Exercise objective
Search the records for the string "Özmen". Copy each line where it occurs.

Materials provided
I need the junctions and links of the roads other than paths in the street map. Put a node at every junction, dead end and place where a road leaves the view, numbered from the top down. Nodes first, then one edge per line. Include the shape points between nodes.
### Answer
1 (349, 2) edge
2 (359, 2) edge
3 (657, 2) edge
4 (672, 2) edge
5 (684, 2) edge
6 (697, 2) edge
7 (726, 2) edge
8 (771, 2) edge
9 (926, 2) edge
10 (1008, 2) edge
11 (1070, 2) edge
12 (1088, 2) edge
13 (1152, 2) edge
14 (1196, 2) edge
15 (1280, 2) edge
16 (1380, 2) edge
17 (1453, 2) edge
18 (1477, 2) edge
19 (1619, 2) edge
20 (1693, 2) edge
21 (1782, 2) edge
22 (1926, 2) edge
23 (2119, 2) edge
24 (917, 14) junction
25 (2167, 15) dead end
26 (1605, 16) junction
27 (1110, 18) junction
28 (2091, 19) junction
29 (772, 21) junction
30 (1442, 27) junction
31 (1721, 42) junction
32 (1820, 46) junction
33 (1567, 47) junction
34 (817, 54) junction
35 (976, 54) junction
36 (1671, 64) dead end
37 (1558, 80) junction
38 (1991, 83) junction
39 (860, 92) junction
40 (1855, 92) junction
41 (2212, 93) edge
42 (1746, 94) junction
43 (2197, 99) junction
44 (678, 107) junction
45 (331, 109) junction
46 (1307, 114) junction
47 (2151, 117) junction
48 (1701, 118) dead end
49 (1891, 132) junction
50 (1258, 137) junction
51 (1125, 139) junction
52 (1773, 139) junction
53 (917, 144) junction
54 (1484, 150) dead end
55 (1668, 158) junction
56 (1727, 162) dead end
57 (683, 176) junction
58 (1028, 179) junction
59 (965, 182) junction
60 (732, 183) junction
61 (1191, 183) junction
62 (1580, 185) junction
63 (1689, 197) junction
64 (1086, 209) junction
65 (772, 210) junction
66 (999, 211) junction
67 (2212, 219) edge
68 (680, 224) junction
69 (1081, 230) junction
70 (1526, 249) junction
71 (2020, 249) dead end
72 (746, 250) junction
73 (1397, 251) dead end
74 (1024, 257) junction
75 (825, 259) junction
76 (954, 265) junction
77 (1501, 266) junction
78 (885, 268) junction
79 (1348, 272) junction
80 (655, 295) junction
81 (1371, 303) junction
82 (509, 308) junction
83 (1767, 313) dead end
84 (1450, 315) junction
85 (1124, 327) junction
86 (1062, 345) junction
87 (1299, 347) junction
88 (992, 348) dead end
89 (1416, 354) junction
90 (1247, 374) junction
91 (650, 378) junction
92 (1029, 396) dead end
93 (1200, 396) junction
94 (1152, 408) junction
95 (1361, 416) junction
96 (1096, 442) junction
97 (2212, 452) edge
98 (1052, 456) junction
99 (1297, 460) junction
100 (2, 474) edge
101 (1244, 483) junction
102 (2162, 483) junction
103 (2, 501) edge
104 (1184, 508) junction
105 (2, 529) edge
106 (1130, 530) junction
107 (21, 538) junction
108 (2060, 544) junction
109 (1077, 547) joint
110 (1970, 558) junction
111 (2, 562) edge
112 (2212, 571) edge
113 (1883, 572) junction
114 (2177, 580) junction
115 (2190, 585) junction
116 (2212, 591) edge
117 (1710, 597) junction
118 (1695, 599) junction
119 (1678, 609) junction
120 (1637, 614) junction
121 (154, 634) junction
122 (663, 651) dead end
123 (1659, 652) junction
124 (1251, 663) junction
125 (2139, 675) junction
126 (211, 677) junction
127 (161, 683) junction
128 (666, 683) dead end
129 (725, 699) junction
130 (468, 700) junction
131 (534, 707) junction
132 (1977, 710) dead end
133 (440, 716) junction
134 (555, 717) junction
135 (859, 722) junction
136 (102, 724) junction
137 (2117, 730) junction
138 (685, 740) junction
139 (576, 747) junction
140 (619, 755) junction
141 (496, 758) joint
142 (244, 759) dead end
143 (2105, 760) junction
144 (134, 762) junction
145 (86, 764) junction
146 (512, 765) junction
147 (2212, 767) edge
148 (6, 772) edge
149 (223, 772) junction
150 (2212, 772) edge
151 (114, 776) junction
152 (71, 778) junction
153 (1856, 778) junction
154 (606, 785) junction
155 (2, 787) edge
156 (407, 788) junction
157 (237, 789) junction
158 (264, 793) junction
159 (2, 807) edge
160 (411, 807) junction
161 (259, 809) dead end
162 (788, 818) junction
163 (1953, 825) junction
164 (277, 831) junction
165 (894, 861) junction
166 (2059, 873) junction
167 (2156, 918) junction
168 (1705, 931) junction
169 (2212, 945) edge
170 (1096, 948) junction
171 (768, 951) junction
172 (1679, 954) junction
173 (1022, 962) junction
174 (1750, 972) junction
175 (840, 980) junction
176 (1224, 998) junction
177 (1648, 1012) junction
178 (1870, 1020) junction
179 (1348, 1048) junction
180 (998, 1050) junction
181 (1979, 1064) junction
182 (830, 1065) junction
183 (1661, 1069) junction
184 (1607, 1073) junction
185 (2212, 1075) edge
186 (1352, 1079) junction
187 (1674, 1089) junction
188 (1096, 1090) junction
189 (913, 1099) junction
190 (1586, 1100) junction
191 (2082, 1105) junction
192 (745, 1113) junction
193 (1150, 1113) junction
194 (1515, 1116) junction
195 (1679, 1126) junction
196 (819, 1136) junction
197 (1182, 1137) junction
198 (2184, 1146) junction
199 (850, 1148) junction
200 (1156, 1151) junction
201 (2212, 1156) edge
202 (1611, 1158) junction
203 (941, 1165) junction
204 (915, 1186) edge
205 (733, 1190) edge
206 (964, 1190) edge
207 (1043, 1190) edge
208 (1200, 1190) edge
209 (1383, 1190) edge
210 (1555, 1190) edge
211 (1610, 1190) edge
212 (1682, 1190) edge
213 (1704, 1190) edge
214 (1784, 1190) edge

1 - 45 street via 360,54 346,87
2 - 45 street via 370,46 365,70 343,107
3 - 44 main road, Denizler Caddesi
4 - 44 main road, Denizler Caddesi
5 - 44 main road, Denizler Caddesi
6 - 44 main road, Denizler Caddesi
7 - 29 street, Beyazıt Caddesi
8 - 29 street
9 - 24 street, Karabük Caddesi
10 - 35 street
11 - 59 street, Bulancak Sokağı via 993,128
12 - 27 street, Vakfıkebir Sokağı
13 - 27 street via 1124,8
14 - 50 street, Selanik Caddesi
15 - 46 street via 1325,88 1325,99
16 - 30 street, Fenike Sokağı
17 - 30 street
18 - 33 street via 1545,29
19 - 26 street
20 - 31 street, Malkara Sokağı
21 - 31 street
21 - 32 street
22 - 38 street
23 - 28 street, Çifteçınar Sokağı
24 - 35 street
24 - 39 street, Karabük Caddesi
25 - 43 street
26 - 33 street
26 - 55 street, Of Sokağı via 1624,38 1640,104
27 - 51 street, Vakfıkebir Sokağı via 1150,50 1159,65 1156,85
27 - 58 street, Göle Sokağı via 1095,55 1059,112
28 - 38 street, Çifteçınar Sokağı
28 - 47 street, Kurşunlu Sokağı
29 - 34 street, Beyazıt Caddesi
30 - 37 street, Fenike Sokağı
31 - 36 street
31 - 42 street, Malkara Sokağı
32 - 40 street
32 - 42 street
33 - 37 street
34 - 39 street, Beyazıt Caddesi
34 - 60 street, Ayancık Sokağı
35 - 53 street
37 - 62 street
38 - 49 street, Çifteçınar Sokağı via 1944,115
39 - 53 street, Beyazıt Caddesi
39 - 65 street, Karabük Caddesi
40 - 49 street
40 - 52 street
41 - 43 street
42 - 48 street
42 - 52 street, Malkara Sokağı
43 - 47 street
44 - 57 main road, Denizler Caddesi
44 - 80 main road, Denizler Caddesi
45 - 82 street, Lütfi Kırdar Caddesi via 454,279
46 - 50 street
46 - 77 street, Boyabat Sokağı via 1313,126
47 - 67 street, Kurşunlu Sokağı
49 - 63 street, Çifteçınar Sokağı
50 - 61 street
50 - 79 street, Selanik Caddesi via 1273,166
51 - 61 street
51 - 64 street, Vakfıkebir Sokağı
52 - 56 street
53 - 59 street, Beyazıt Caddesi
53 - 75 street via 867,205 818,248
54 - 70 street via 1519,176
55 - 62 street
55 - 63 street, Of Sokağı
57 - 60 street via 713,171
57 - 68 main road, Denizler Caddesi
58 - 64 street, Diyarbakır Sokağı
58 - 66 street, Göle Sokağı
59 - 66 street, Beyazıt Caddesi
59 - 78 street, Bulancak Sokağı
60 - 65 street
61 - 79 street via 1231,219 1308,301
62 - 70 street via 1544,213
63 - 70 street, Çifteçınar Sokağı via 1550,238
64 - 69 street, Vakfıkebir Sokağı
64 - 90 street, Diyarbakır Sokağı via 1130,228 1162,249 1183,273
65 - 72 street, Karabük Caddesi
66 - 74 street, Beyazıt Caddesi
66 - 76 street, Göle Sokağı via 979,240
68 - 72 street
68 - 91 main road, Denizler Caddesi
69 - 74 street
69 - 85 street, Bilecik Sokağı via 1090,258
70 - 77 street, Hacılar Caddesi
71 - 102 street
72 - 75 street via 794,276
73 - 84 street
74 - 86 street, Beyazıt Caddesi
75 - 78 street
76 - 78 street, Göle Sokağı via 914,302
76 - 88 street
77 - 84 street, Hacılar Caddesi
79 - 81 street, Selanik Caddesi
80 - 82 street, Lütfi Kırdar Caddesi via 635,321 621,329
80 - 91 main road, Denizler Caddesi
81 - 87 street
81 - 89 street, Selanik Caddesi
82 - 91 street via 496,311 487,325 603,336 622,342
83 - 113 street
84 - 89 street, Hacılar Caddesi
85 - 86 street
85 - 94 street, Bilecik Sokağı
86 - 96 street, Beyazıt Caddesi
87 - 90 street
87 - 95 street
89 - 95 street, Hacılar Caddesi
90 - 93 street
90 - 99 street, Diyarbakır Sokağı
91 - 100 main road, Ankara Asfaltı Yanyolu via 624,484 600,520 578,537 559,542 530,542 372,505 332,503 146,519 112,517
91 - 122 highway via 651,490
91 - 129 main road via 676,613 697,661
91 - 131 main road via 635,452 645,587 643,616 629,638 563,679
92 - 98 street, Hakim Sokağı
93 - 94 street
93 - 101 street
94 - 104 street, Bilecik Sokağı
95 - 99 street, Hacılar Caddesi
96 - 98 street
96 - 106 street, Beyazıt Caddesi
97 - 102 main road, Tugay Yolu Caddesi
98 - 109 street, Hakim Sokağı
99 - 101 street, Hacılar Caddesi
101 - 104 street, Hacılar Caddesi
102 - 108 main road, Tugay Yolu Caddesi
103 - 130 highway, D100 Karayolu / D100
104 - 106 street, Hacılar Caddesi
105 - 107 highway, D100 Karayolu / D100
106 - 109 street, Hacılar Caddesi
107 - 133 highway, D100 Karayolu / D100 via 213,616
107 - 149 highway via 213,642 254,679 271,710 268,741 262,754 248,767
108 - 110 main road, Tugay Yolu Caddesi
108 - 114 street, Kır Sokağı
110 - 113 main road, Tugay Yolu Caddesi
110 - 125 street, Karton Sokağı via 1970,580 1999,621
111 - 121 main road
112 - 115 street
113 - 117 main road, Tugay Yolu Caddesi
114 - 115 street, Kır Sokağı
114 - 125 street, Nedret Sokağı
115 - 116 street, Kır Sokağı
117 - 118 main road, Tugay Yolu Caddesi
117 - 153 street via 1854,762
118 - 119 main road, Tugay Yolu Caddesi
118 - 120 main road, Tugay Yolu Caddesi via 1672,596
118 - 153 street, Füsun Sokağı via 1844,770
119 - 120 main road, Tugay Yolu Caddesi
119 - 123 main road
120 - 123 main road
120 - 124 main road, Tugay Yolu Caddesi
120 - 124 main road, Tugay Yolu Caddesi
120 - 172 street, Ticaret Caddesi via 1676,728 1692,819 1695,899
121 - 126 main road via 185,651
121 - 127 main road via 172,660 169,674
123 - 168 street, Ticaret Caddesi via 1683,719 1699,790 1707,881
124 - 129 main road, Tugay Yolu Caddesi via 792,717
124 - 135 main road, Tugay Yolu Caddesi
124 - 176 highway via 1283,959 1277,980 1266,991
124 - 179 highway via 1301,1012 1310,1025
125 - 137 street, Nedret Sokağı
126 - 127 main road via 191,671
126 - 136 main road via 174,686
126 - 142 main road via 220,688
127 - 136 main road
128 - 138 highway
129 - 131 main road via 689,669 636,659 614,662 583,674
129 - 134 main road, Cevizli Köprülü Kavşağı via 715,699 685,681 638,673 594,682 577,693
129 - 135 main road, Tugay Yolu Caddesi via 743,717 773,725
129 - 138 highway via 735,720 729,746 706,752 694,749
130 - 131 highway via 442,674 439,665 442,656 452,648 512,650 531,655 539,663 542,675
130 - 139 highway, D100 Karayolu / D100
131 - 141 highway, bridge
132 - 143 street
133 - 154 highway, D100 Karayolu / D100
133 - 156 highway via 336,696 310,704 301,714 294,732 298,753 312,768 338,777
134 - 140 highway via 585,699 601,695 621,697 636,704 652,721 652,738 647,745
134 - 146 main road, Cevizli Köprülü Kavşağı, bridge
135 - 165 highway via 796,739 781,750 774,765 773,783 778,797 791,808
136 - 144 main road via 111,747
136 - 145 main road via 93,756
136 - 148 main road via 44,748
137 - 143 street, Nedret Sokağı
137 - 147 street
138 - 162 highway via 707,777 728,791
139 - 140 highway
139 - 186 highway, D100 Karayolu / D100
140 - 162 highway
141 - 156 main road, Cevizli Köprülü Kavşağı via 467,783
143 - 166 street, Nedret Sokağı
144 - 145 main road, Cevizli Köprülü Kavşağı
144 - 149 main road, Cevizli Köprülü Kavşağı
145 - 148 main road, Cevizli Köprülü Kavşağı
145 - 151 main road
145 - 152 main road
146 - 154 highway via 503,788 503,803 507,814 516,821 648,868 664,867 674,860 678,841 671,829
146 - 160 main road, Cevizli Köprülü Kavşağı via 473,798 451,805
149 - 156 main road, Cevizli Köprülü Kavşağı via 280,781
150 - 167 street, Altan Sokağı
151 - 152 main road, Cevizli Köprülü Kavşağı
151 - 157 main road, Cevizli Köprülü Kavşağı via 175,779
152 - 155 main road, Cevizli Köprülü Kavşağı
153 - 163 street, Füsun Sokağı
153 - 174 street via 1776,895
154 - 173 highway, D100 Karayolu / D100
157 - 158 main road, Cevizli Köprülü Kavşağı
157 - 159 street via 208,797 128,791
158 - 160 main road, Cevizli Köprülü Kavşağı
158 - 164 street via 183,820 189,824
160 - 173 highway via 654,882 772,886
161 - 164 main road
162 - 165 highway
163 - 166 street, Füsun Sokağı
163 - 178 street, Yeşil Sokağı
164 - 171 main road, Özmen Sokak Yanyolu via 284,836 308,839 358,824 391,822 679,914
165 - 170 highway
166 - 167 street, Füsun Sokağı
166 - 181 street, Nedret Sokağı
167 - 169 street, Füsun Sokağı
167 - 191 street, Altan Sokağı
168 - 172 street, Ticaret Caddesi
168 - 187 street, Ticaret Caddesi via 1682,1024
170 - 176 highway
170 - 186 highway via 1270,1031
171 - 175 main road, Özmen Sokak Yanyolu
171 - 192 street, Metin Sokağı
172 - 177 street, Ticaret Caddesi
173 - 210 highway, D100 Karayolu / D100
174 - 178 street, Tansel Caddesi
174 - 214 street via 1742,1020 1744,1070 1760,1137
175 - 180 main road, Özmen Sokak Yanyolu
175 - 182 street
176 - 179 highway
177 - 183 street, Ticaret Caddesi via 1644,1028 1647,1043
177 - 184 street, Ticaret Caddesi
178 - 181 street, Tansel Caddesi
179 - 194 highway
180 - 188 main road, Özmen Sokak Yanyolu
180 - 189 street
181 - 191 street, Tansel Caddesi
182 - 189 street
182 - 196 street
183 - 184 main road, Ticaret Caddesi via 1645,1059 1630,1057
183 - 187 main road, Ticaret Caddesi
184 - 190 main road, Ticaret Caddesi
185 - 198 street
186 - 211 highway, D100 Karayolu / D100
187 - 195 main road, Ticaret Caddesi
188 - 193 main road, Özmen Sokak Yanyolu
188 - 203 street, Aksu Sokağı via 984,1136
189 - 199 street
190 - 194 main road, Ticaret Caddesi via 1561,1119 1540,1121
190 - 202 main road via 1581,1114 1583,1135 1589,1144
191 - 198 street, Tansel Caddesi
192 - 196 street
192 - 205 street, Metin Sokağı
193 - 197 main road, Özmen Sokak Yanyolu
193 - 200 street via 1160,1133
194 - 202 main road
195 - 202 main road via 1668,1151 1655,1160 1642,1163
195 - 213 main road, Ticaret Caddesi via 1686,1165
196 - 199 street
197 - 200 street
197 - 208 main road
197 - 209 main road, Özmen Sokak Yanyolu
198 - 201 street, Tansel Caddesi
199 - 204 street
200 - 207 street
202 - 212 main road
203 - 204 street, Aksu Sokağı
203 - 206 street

Answer space
164 - 171 main road, Özmen Sokak Yanyolu via 284,836 308,839 358,824 391,822 679,914
171 - 175 main road, Özmen Sokak Yanyolu
175 - 180 main road, Özmen Sokak Yanyolu
180 - 188 main road, Özmen Sokak Yanyolu
188 - 193 main road, Özmen Sokak Yanyolu
193 - 197 main road, Özmen Sokak Yanyolu
197 - 209 main road, Özmen Sokak Yanyolu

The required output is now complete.